[Information — start]

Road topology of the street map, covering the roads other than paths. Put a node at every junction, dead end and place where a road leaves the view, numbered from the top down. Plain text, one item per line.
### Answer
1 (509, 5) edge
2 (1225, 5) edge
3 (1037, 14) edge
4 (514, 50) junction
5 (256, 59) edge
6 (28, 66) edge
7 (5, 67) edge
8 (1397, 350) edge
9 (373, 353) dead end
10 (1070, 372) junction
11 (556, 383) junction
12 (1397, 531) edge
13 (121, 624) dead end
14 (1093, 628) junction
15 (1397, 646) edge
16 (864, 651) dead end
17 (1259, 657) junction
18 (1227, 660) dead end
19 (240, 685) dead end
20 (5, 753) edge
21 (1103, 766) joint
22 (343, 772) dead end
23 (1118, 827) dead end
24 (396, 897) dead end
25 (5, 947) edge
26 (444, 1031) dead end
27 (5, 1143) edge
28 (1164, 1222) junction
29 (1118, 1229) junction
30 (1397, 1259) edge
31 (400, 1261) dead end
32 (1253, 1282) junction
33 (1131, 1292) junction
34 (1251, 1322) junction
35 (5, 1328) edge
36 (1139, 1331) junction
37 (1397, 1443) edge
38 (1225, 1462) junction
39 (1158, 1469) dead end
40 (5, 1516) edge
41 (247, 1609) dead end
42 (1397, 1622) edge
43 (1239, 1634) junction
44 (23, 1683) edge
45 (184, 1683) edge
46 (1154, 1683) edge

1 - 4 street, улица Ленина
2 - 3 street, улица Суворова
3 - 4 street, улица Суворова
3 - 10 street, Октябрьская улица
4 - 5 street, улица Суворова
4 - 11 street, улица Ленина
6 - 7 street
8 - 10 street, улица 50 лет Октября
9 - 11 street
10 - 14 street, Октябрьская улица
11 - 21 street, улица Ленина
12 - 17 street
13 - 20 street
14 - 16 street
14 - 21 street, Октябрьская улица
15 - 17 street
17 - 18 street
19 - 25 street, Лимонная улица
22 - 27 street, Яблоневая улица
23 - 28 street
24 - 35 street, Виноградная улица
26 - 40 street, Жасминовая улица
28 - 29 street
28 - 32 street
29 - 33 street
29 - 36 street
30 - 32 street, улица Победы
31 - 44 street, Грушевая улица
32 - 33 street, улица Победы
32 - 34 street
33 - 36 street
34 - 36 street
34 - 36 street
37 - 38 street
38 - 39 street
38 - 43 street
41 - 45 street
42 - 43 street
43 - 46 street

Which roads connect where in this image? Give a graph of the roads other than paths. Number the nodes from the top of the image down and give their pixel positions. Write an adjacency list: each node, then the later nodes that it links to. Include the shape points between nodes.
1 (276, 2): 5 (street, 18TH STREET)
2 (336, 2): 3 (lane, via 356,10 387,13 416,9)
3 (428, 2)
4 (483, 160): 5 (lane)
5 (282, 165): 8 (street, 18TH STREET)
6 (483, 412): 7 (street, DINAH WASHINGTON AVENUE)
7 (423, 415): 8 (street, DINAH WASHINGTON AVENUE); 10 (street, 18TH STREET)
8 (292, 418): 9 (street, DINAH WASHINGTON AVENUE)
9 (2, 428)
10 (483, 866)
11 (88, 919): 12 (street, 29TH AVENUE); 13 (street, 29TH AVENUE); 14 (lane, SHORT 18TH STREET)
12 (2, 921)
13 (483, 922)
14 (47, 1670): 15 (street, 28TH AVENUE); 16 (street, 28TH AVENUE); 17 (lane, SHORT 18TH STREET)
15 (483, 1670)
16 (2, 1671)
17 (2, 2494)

[Information — finish]

◆ What you are asked to do: Search the entries for the word "down" and show every line that has it.

◆ Written response:
Road topology of the street map, covering the roads other than paths. Put a node at every junction, dead end and place where a road leaves the view, numbered from the top down. Plain text, one item per line.
Which roads connect where in this image? Give a graph of the roads other than paths. Number the nodes from the top of the image down and give their pixel positions. Write an adjacency list: each node, then the later nodes that it links to. Include the shape points between nodes.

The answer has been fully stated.